Mr. Natsios was talking earlier about countries that were
once the recipient of aid and are now our trading partners--
some of the biggest countries in the world. That is our
objective with the approach on poverty reduction.
Mr. Bera. Mr. Natsios, in the remaining time that I have
left, your focus on Africa, and when we think about there is
many things that we should be focused on in Africa.
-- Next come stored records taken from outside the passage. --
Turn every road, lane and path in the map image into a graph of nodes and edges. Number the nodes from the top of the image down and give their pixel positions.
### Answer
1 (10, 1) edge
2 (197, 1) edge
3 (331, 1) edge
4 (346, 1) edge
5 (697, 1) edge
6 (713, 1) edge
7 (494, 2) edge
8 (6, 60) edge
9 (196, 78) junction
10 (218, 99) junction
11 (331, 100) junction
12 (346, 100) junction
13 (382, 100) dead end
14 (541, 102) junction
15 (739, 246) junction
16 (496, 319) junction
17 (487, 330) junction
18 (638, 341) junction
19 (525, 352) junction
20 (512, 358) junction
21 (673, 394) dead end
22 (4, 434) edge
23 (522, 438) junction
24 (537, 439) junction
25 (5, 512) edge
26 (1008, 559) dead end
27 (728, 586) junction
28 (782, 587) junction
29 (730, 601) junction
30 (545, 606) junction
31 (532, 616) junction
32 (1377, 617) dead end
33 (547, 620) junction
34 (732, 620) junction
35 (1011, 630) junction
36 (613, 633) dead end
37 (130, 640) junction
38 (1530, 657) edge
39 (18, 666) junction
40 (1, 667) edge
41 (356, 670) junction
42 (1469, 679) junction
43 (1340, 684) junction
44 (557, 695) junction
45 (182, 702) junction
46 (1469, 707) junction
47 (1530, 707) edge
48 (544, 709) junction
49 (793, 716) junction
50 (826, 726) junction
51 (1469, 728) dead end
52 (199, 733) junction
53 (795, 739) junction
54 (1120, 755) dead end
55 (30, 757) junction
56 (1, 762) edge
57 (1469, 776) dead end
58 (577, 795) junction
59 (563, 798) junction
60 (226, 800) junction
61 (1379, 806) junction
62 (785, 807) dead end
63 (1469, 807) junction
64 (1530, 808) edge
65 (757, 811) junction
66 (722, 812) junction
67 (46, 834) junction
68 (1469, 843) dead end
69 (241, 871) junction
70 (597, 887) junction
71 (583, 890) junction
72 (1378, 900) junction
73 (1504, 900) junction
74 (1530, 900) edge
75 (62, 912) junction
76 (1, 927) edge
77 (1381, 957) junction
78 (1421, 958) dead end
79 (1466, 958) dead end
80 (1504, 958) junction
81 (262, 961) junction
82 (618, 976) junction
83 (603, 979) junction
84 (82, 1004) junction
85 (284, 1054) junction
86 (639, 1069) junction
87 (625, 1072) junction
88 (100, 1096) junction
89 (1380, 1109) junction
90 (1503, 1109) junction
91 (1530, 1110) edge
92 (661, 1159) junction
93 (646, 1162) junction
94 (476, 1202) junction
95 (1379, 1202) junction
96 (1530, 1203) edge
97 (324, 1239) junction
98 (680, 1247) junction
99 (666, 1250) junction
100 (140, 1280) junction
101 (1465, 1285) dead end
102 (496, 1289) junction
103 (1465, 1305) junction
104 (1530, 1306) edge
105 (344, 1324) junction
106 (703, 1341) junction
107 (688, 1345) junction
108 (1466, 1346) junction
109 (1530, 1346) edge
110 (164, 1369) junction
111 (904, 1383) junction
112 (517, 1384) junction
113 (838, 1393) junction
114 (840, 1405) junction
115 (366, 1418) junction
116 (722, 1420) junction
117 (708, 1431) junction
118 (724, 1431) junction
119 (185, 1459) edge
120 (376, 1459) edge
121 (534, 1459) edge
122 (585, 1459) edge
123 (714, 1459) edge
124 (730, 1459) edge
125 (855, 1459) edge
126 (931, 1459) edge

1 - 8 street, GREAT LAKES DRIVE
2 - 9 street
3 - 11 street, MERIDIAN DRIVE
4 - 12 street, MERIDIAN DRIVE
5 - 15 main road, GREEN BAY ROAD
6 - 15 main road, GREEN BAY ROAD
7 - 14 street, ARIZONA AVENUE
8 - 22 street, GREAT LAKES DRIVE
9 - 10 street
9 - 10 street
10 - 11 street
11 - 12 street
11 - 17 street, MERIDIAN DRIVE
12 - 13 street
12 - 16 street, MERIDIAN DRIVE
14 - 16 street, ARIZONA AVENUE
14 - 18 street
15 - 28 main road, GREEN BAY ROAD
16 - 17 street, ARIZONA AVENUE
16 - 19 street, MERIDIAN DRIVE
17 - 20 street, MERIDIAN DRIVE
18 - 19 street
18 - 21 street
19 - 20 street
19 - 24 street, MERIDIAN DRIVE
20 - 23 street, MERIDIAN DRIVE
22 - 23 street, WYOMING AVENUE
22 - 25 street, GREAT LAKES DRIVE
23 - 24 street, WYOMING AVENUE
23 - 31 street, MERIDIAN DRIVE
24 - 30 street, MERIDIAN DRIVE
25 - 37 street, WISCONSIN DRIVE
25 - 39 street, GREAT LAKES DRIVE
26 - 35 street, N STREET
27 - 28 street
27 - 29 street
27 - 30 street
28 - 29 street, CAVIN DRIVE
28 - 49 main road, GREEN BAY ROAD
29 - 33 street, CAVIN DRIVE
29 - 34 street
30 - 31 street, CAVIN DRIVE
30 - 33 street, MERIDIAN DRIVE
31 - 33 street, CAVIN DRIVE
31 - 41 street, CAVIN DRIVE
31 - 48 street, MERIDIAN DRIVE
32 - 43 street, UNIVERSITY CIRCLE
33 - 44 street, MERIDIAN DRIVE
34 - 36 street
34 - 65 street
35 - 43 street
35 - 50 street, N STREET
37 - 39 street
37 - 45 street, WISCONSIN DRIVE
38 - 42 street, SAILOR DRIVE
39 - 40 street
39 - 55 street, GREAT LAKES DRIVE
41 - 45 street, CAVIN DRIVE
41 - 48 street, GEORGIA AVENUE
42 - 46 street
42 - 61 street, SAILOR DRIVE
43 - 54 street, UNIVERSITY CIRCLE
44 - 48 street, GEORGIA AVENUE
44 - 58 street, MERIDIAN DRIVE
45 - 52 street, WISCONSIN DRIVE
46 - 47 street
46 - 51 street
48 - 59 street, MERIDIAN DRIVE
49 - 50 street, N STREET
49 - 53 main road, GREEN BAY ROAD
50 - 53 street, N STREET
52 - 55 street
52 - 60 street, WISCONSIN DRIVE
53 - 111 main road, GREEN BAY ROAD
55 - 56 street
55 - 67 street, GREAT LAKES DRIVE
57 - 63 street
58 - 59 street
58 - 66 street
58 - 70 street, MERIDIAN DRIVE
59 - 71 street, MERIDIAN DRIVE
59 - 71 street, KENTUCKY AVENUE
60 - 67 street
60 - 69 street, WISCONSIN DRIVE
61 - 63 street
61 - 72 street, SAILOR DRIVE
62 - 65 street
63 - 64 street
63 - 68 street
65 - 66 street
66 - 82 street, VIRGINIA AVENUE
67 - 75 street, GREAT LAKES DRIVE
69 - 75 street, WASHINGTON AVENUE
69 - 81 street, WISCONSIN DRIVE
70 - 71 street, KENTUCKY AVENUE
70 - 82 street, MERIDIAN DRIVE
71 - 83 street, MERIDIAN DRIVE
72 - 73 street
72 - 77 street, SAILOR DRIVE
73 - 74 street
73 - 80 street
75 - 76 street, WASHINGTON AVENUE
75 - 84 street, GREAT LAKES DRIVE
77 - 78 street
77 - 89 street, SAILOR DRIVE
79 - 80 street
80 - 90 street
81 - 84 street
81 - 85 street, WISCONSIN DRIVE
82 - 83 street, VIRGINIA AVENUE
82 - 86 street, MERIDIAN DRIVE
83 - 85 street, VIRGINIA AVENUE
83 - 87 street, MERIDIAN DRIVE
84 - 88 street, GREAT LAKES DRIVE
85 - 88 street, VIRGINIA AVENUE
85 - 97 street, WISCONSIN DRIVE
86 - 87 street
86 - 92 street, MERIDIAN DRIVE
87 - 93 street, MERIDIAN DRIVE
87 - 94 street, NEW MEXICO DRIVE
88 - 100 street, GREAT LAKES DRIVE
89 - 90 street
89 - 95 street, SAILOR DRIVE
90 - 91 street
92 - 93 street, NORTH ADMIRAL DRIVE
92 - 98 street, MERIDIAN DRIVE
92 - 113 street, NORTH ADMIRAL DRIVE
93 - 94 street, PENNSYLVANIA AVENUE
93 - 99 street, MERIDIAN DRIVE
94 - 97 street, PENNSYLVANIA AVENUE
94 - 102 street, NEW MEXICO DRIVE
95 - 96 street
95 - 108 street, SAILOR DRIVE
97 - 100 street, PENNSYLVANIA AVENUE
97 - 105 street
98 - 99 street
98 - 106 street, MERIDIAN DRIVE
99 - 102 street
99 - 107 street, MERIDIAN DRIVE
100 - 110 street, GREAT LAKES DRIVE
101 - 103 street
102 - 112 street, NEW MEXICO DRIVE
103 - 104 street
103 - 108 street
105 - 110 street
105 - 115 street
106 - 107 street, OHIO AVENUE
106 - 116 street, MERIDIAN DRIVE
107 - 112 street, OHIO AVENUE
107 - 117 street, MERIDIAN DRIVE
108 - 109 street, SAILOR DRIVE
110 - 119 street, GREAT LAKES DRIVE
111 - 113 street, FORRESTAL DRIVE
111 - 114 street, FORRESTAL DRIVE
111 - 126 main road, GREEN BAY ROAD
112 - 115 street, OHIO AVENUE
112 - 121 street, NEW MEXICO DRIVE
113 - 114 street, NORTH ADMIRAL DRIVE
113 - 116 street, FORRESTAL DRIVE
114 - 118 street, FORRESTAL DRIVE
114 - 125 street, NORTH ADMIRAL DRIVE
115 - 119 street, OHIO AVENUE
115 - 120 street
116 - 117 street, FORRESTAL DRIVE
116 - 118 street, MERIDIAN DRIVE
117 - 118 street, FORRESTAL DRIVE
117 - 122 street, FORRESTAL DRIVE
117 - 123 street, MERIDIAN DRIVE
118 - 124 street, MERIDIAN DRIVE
You know, one, that I spend a lot of time worried about is
the youth bulge that we are seeing in sub-Saharan Africa and,
you know, a large population of young people, young men, who
may not have anything to do--you know, potentially
destabilizing to the region, et cetera.
And I would just be curious if we were thinking about how
we approach that and how we are approaching it and, again,
sticking with what is working, what is not working--you know,
just in the remaining minute and a half I would be curious
about your thoughts on that.
Mr. Natsios. First, when I became administrator one of the
first things we did was set up the Office of Conflict
Mitigation and Management. Some people said, ``Why? That's the
State Department's job." I said, diplomatically it is.
Developmentally, we can do things that cause conflict if we are
not careful, and we can do things that prevent conflict if we
are strategic in our planning.
We asked how many of the 70 missions had civil wars or
major conflicts in the preceding 5 years. Sixty percent. Sixty
percent had major conflicts.
I asked this office to intergrate ways to deal with that
into their country strategis. The research showed that the
youth bulge and illiteracy are correlated with conflict. The
young men who join these militias in West Africa, in Yemen, and
in other places are often illiterate and unemployed.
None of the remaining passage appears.